How Water Hash Works

All ice water hash methods use water, ice, and agitation to separate resin glands from the plant material. In its most basic, ice cold water and plant material are placed in a bucket that has been lined with filtration bags, which are arranged in an ascending order from the finest to the most course. This is similar to the arrangement and composition of screens used in the production of dry sift hash or kief. Like those screens, the filtration bags filter the resin glands by micron size, separating the loose resin gland (hash) from the trash or plant material. A micron is one-millionth of a meter, or .001 millimetres. Which is incredibly small considering the diameter of human hair being on averages from 17 micrometres to 180 micrometres.

The material is stirred/agitated to wipe the resin glands off the surface of the leaves and flowers of the cannabis plant. Once separated, the resin begins to sink to the base of the extraction vessel because the glands themselves are heavily than the water they are suspended in. The plant material is generally lighter than the water used to extract and therefore floats to the surface of the extraction vessel. This allows for the separation and ultimate isolation and removal of fully intact resin glands from the extraction vessel which are collected and concentrated into hashish.

Pre-made systems use multiple bags that sort the glands by size allowing for a much finer assortment of resin. This is unlike dry sift kief making where the material used is agitated and the resin is separated all in the same step. This is in relation to ice water hash production which isolates these two phases into two distinct steps. The agitation step and the separation step. This allows for a high degree of refinement of the resin glands based on size. Ice water hash, when done correctly, does not put a lot of strain onto the plant material itself which allows for multiple agitations before the material begins to contaminate the final product. In most extraction techniques the material is processed once to gain the highest refinement possible without contaminating the sifted material with broken or damaged plant material.

As with all extraction methods, cold temperature is the key element to success.
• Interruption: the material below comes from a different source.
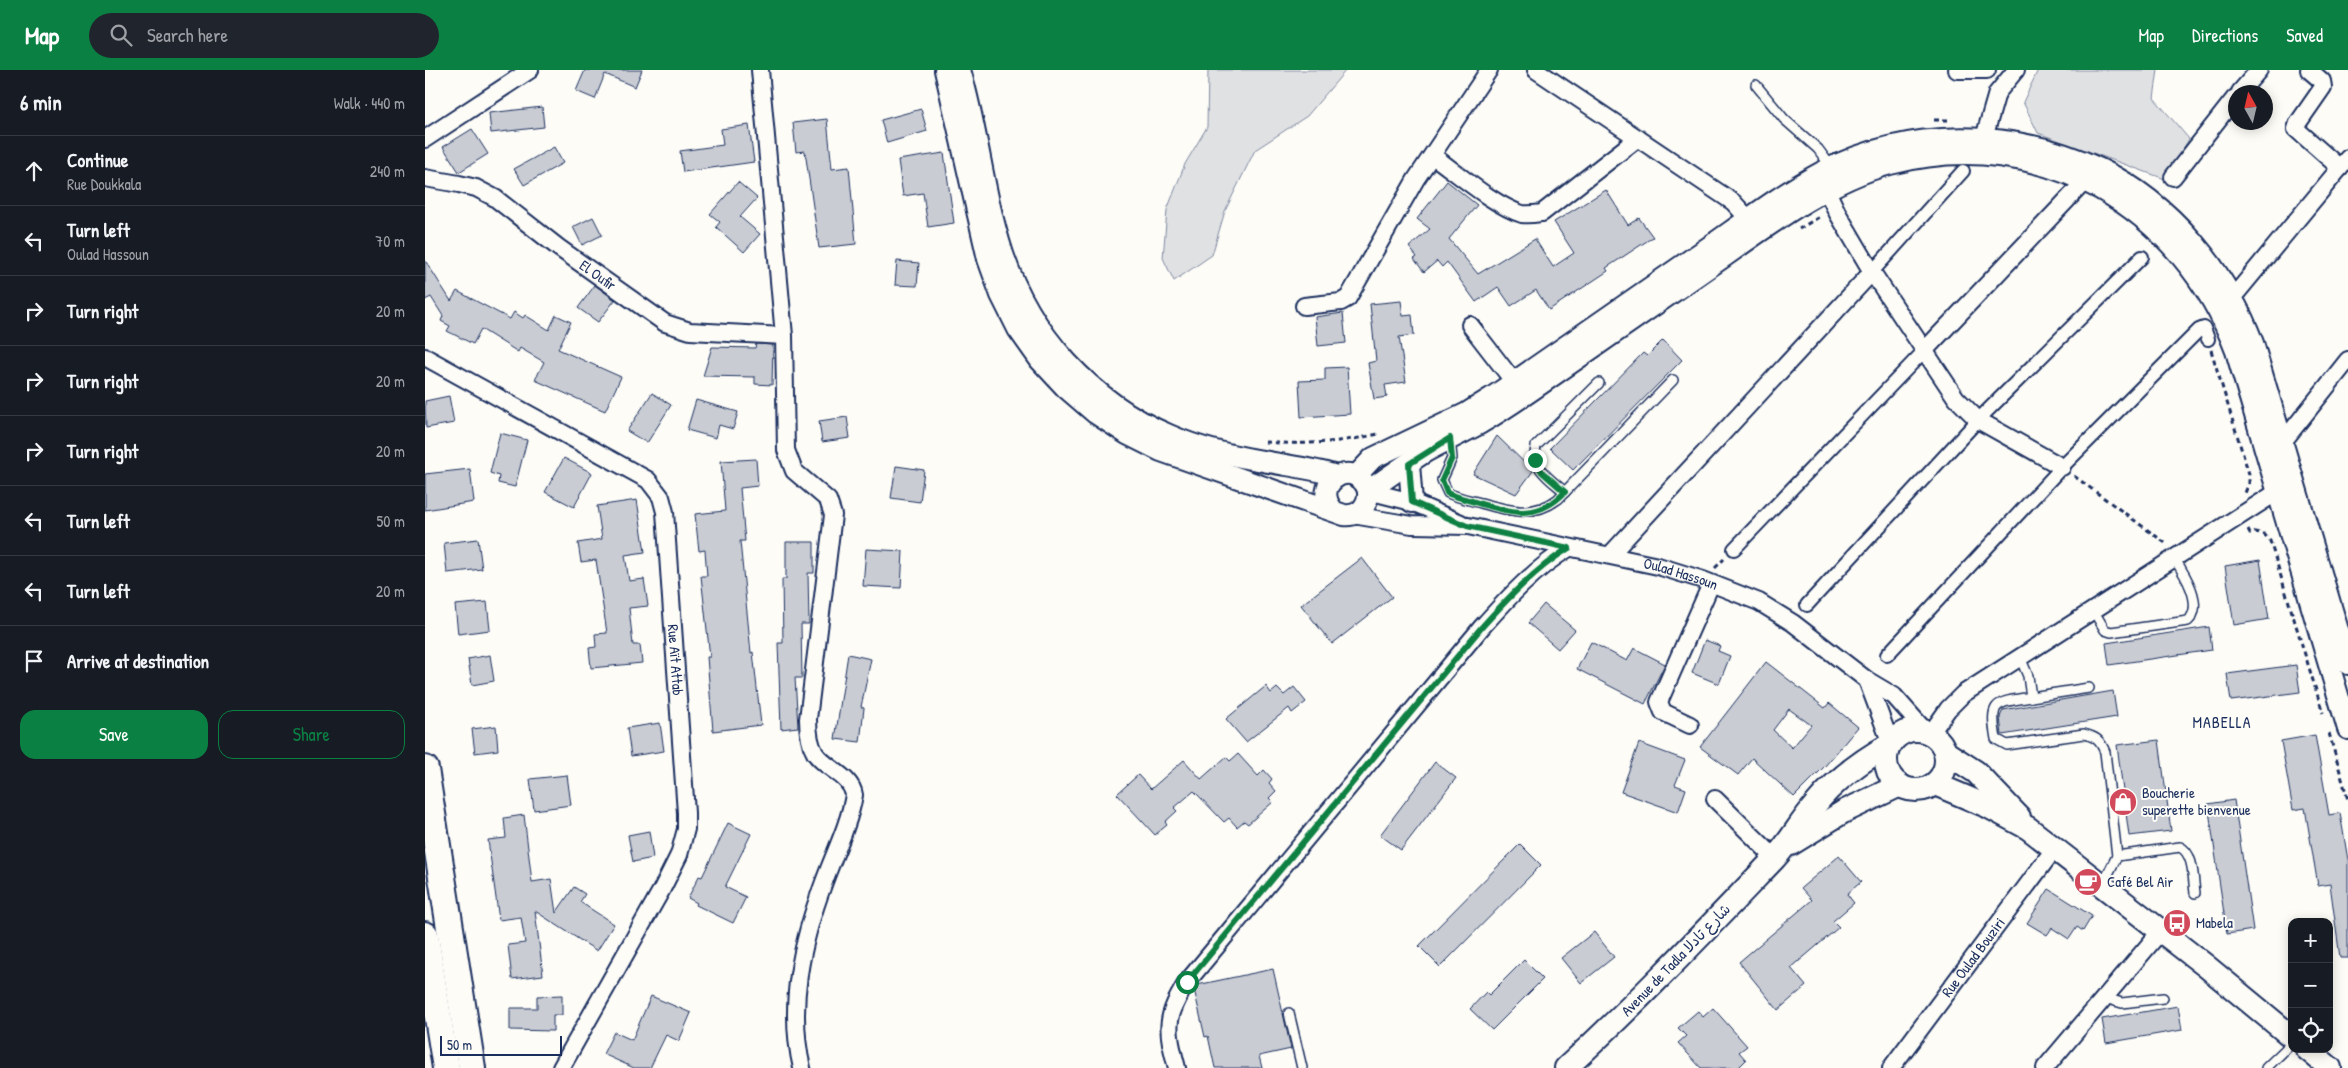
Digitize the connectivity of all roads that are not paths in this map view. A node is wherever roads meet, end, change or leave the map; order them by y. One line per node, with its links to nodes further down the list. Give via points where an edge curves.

The ice keeps the water and material very cold so the glands remain brittle and snap off when the material is agitated. After the material is agitated in the ice water, it’s allowed to settle to the base of the extraction vessel. Then filtration bags are used to separate the glands removed based on their size. After the water hash is dried, it’s ready to smoke but further refinement can be used to distinguish the hash produced from maker to maker.

Ice water hash varies in colour, flavour and texture and can be many shades of white, brown, red, even purple. When extracted from the finest-grade material, the potency of water hash can test as high as many solvent hash products, with up to 80% cannabinoid content making it some of the most potent full plant extract on the planet. This level of refinement is unique and is only made possible by attention to detail by the extractor and the farmer. Quality material leads to quality hashish, that’s the bottom line. Hash makers are simply people that help express the full spectrum of the cannabis plants resin by removing and concentrating it into a substance that mirrors the original plant source but on a much higher level.
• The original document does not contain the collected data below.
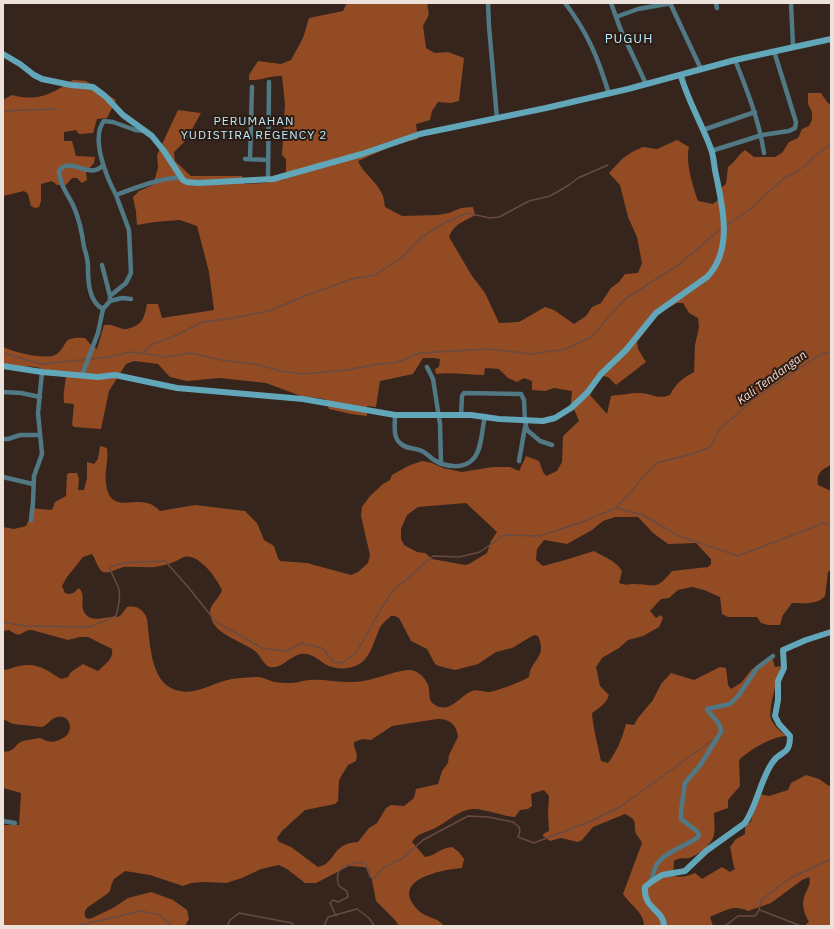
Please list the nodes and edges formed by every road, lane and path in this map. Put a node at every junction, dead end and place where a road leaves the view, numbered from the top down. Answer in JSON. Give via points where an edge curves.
{"nodes":[{"id":1,"x":488,"y":3,"type":"edge"},
{"id":2,"x":565,"y":3,"type":"edge"},
{"id":3,"x":611,"y":3,"type":"edge"},
{"id":4,"x":671,"y":3,"type":"edge"},
{"id":5,"x":790,"y":3,"type":"edge"},
{"id":6,"x":616,"y":16,"type":"junction"},
{"id":7,"x":831,"y":39,"type":"edge"},
{"id":8,"x":794,"y":46,"type":"junction"},
{"id":9,"x":774,"y":51,"type":"junction"},
{"id":10,"x":3,"y":54,"type":"edge"},
{"id":11,"x":735,"y":60,"type":"junction"},
{"id":12,"x":702,"y":69,"type":"junction"},
{"id":13,"x":681,"y":76,"type":"junction"},
{"id":14,"x":269,"y":82,"type":"dead end"},
{"id":15,"x":646,"y":84,"type":"junction"},
{"id":16,"x":252,"y":87,"type":"dead end"},
{"id":17,"x":609,"y":94,"type":"junction"},
{"id":18,"x":755,"y":112,"type":"junction"},
{"id":19,"x":497,"y":119,"type":"junction"},
{"id":20,"x":703,"y":130,"type":"junction"},
{"id":21,"x":146,"y":131,"type":"junction"},
{"id":22,"x":762,"y":135,"type":"junction"},
{"id":23,"x":711,"y":151,"type":"junction"},
{"id":24,"x":764,"y":153,"type":"dead end"},
{"id":25,"x":268,"y":160,"type":"junction"},
{"id":26,"x":104,"y":165,"type":"junction"},
{"id":27,"x":181,"y":177,"type":"junction"},
{"id":28,"x":268,"y":179,"type":"junction"},
{"id":29,"x":116,"y":195,"type":"junction"},
{"id":30,"x":102,"y":265,"type":"dead end"},
{"id":31,"x":110,"y":299,"type":"junction"},
{"id":32,"x":131,"y":299,"type":"dead end"},
{"id":33,"x":103,"y":309,"type":"junction"},
{"id":34,"x":3,"y":366,"type":"edge"},
{"id":35,"x":427,"y":367,"type":"dead end"},
{"id":36,"x":42,"y":372,"type":"junction"},
{"id":37,"x":82,"y":374,"type":"junction"},
{"id":38,"x":3,"y":392,"type":"edge"},
{"id":39,"x":40,"y":397,"type":"junction"},
{"id":40,"x":395,"y":415,"type":"junction"},
{"id":41,"x":461,"y":415,"type":"junction"},
{"id":42,"x":439,"y":416,"type":"junction"},
{"id":43,"x":485,"y":416,"type":"junction"},
{"id":44,"x":525,"y":423,"type":"junction"},
{"id":45,"x":39,"y":435,"type":"junction"},
{"id":46,"x":3,"y":439,"type":"edge"},
{"id":47,"x":552,"y":445,"type":"dead end"},
{"id":48,"x":519,"y":461,"type":"dead end"},
{"id":49,"x":441,"y":464,"type":"junction"},
{"id":50,"x":3,"y":477,"type":"edge"},
{"id":51,"x":33,"y":484,"type":"junction"},
{"id":52,"x":31,"y":520,"type":"dead end"},
{"id":53,"x":831,"y":632,"type":"edge"},
{"id":54,"x":773,"y":656,"type":"dead end"},
{"id":55,"x":3,"y":821,"type":"edge"},
{"id":56,"x":15,"y":823,"type":"dead end"},
{"id":57,"x":651,"y":882,"type":"junction"},
{"id":58,"x":664,"y":926,"type":"edge"}],
"edges":[{"from":1,"to":19,"type":"street"},
{"from":2,"to":17,"type":"street","via":[[591,43]]},
{"from":3,"to":6,"type":"street"},
{"from":4,"to":6,"type":"street"},
{"from":4,"to":12,"type":"street"},
{"from":5,"to":8,"type":"street"},
{"from":6,"to":15,"type":"street"},
{"from":7,"to":8,"type":"street"},
{"from":8,"to":9,"type":"street"},
{"from":9,"to":11,"type":"street"},
{"from":9,"to":22,"type":"street","via":[[796,125],[789,131]]},
{"from":10,"to":21,"type":"street","via":[[42,79],[94,87],[123,115]]},
{"from":11,"to":12,"type":"street"},
{"from":11,"to":18,"type":"street"},
{"from":12,"to":13,"type":"street"},
{"from":13,"to":15,"type":"street"},
{"from":13,"to":20,"type":"street"},
{"from":14,"to":25,"type":"street"},
{"from":15,"to":17,"type":"street"},
{"from":16,"to":25,"type":"street","via":[[248,159]]},
{"from":17,"to":19,"type":"street"},
{"from":18,"to":20,"type":"street"},
{"from":18,"to":22,"type":"street"},
{"from":19,"to":28,"type":"street","via":[[420,134],[362,154]]},
{"from":20,"to":23,"type":"street"},
{"from":21,"to":26,"type":"street","via":[[104,121],[98,136]]},
{"from":21,"to":27,"type":"street","via":[[158,143]]},
{"from":22,"to":23,"type":"street"},
{"from":22,"to":24,"type":"street"},
{"from":23,"to":44,"type":"street","via":[[723,206],[724,224],[714,270],[656,313],[632,344],[571,408],[555,418]]},
{"from":25,"to":28,"type":"street"},
{"from":26,"to":29,"type":"street"},
{"from":26,"to":33,"type":"street","via":[[95,171],[73,166],[59,171],[62,187],[73,204],[79,222],[91,292],[98,306]]},
{"from":27,"to":28,"type":"street","via":[[187,182],[198,184]]},
{"from":27,"to":29,"type":"street","via":[[155,181]]},
{"from":29,"to":31,"type":"street","via":[[129,230],[131,268],[126,283]]},
{"from":30,"to":31,"type":"street"},
{"from":31,"to":32,"type":"street"},
{"from":31,"to":33,"type":"street"},
{"from":33,"to":37,"type":"street","via":[[98,333]]},
{"from":34,"to":36,"type":"street"},
{"from":35,"to":42,"type":"street","via":[[433,379]]},
{"from":36,"to":37,"type":"street"},
{"from":36,"to":39,"type":"street"},
{"from":37,"to":40,"type":"street","via":[[98,377],[115,375],[177,388],[303,399]]},
{"from":38,"to":39,"type":"street"},
{"from":39,"to":45,"type":"street"},
{"from":40,"to":42,"type":"street"},
{"from":40,"to":49,"type":"street","via":[[395,430],[399,442],[406,448],[421,450]]},
{"from":41,"to":42,"type":"street"},
{"from":41,"to":43,"type":"street"},
{"from":41,"to":44,"type":"street","via":[[464,394],[521,394],[524,400]]},
{"from":42,"to":49,"type":"street"},
{"from":43,"to":44,"type":"street"},
{"from":43,"to":49,"type":"street","via":[[478,453],[473,460],[459,466]]},
{"from":44,"to":47,"type":"street","via":[[528,432],[536,439]]},
{"from":44,"to":48,"type":"street"},
{"from":45,"to":46,"type":"street","via":[[20,435]]},
{"from":45,"to":51,"type":"street","via":[[42,454]]},
{"from":50,"to":51,"type":"street"},
{"from":51,"to":52,"type":"street"},
{"from":53,"to":57,"type":"street","via":[[783,650],[784,668],[778,681],[775,716],[790,736],[789,749],[773,761],[745,823],[706,850],[685,871],[665,874]]},
{"from":54,"to":57,"type":"street","via":[[757,668],[730,704],[707,708],[721,727],[721,732],[701,764],[685,781],[680,816],[683,822],[698,832],[698,837],[666,855],[657,865]]},
{"from":55,"to":56,"type":"street"},
{"from":57,"to":58,"type":"street","via":[[645,887],[646,897],[649,905],[662,917]]}]}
A Brief Look at the History of Bubble Hash

A Brief Look at the History of Bubble Hash

Hashish – also referred to as Hash is considered to be the original cannabis concentrate. Humans have been producing, using and consuming it for centuries all over the world, with a few countries standing out as producing countries because of their unique cultivators, climates and cannabis expressions that make some seriously good Hash. 

According to “Cannabis: A History” (written by Martin Booth and first published in 2003), the earliest published mention of the term “hashish” is found in an Egyptian pamphlet from around 1123 – almost a 1000 years ago!

The history of Hash or Hashish is diverse and unique to a number of “producing countries around the world”. From places like Morocco, Egypt, the Persian Empire and the whole of Europe. But the so-called “historic hash” is most famously produced in the mountains of India and Nepal, where it is called charas

Charas is Hash made by rubbing the live Cannabis buds right at the end of their flowering cycle. The sticky plant resin sticks to the hands of the Hash maker as they rub from flower to flower collecting layers of resin on their hands as they go. Once this layer is thick enough it will be removed from the hand by collecting the resin on a finger and slowly peeling it off to form one mass. 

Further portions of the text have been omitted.